PROMPT:
Find every line in the records that holds the string "WEST". Copy each one.

DATASET:
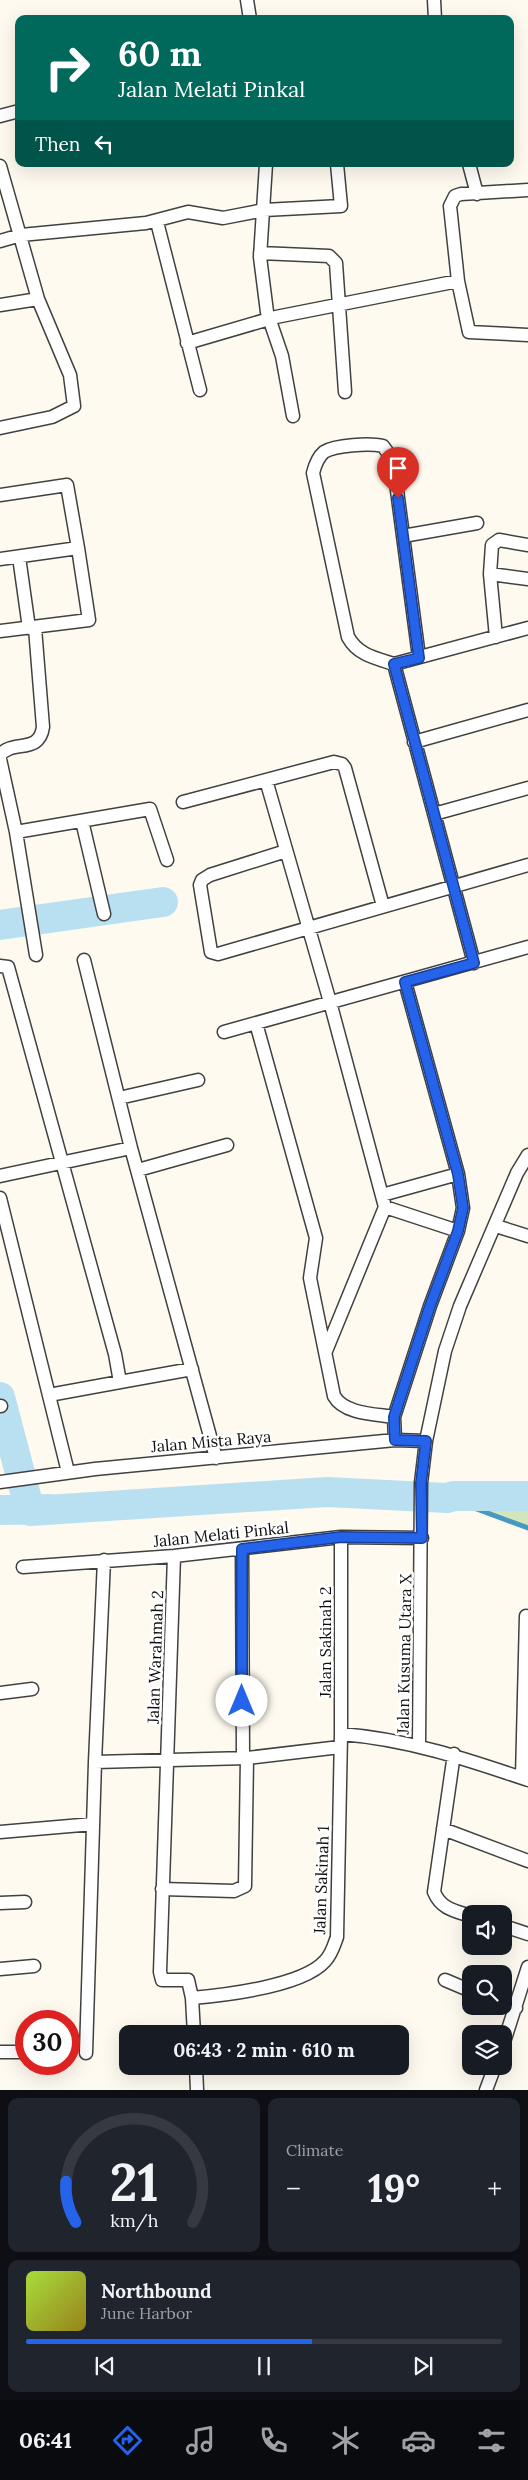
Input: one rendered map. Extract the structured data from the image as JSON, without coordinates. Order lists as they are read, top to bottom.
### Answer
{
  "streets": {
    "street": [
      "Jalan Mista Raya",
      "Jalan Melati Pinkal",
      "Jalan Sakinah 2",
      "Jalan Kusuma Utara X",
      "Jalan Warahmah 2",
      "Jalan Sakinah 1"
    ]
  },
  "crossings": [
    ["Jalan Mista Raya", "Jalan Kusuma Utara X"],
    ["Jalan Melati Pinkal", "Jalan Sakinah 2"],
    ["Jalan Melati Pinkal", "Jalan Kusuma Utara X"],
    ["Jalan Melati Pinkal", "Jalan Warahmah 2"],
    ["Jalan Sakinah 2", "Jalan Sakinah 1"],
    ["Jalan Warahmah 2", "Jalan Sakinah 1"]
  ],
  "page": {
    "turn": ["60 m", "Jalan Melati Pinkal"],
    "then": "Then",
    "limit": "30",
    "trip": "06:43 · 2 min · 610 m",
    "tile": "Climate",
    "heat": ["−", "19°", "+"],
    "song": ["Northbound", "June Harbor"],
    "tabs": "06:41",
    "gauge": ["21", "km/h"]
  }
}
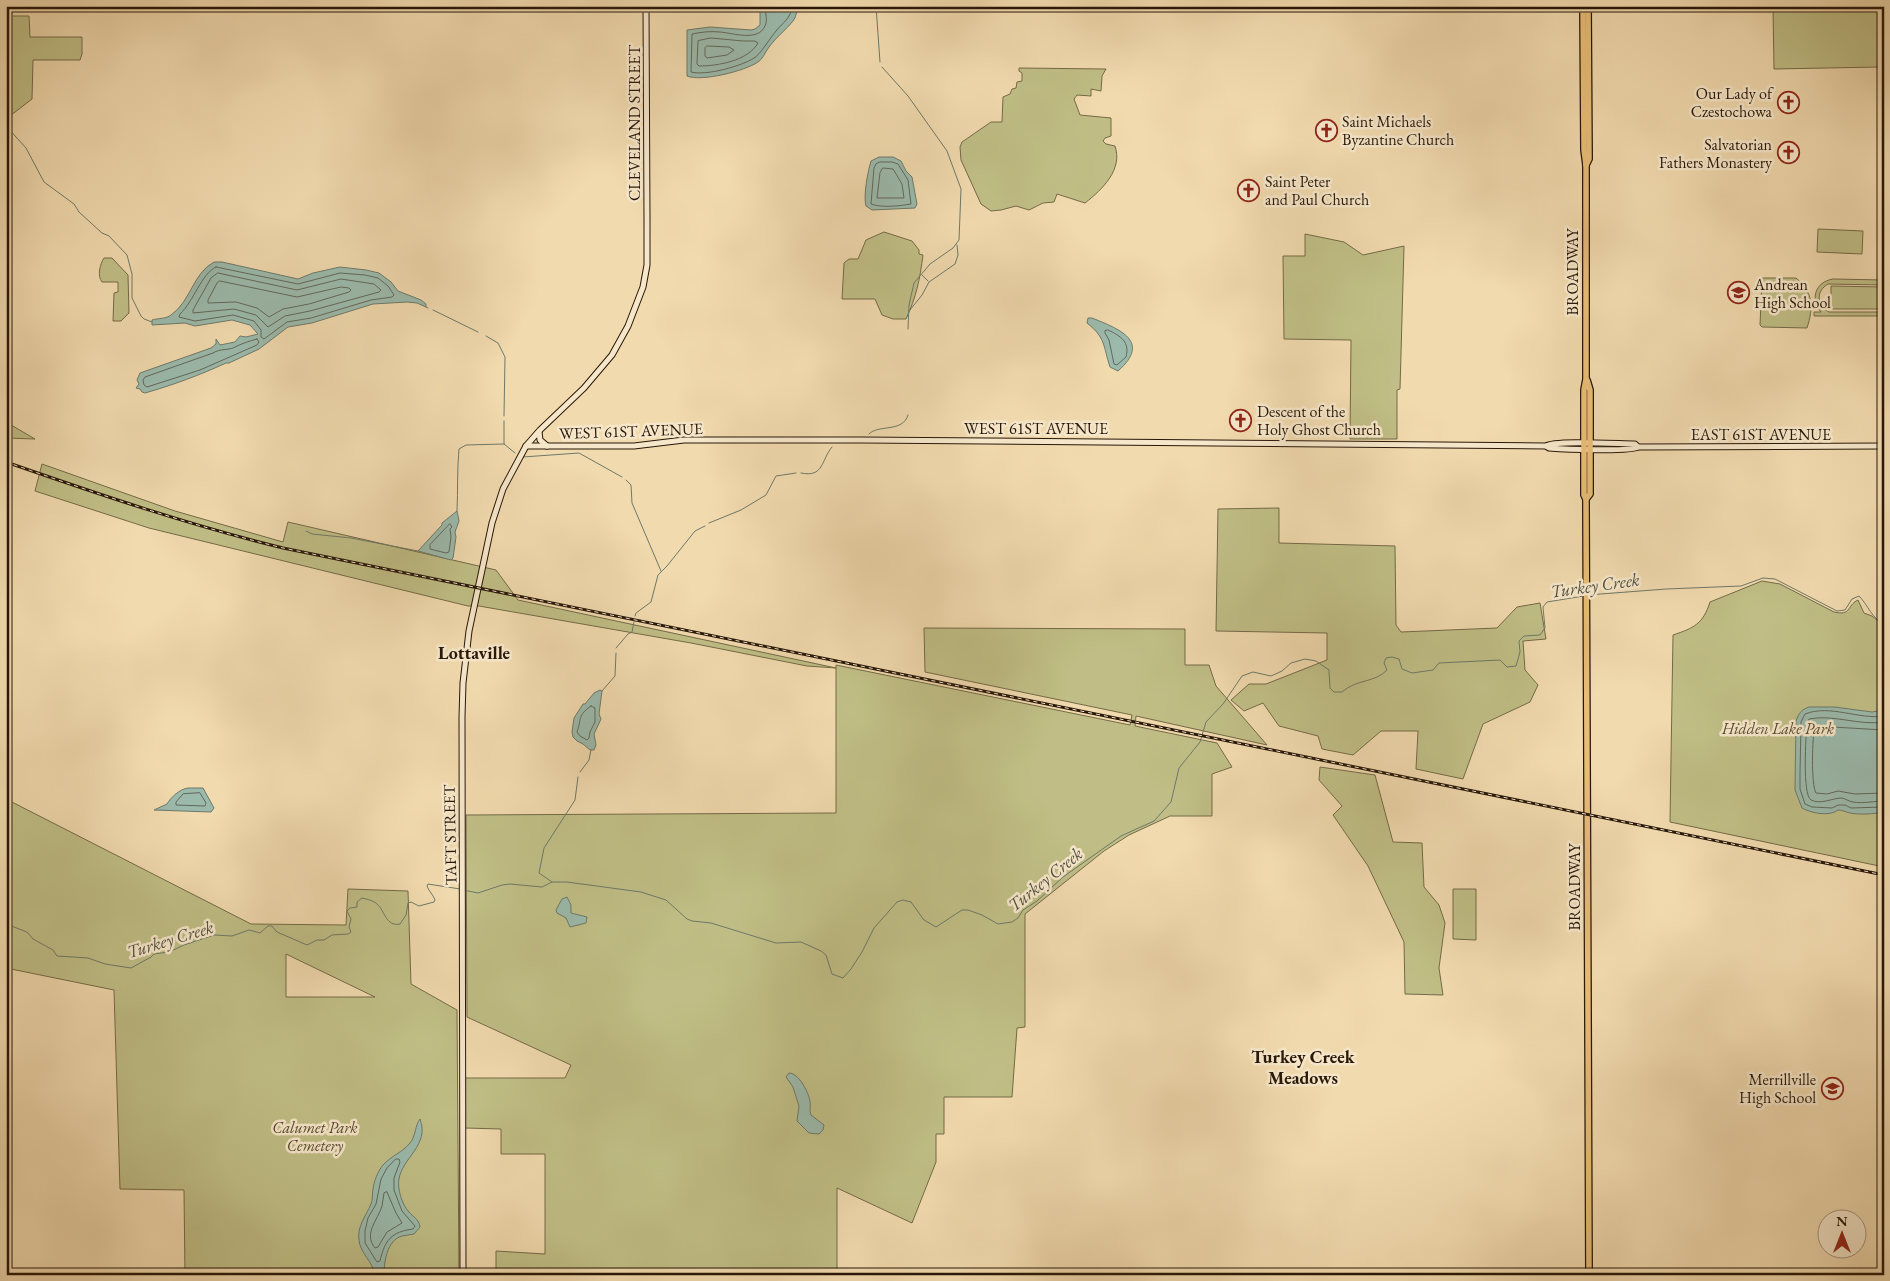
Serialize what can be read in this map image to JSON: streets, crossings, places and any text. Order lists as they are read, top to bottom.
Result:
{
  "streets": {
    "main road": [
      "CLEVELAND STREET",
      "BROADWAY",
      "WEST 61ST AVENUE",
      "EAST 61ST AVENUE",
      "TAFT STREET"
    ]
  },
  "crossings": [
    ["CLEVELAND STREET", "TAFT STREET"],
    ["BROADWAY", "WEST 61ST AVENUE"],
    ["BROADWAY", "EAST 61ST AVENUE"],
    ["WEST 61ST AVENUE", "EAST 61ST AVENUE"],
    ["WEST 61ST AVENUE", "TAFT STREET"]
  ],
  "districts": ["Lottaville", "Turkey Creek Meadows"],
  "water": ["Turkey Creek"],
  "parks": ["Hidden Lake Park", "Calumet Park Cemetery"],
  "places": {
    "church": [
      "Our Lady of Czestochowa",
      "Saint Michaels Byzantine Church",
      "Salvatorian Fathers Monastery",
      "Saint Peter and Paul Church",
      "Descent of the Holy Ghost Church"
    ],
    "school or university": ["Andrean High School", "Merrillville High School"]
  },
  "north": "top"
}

EXERCISE OUTPUT:
      "WEST 61ST AVENUE",
    ["BROADWAY", "WEST 61ST AVENUE"],
    ["WEST 61ST AVENUE", "EAST 61ST AVENUE"],
    ["WEST 61ST AVENUE", "TAFT STREET"]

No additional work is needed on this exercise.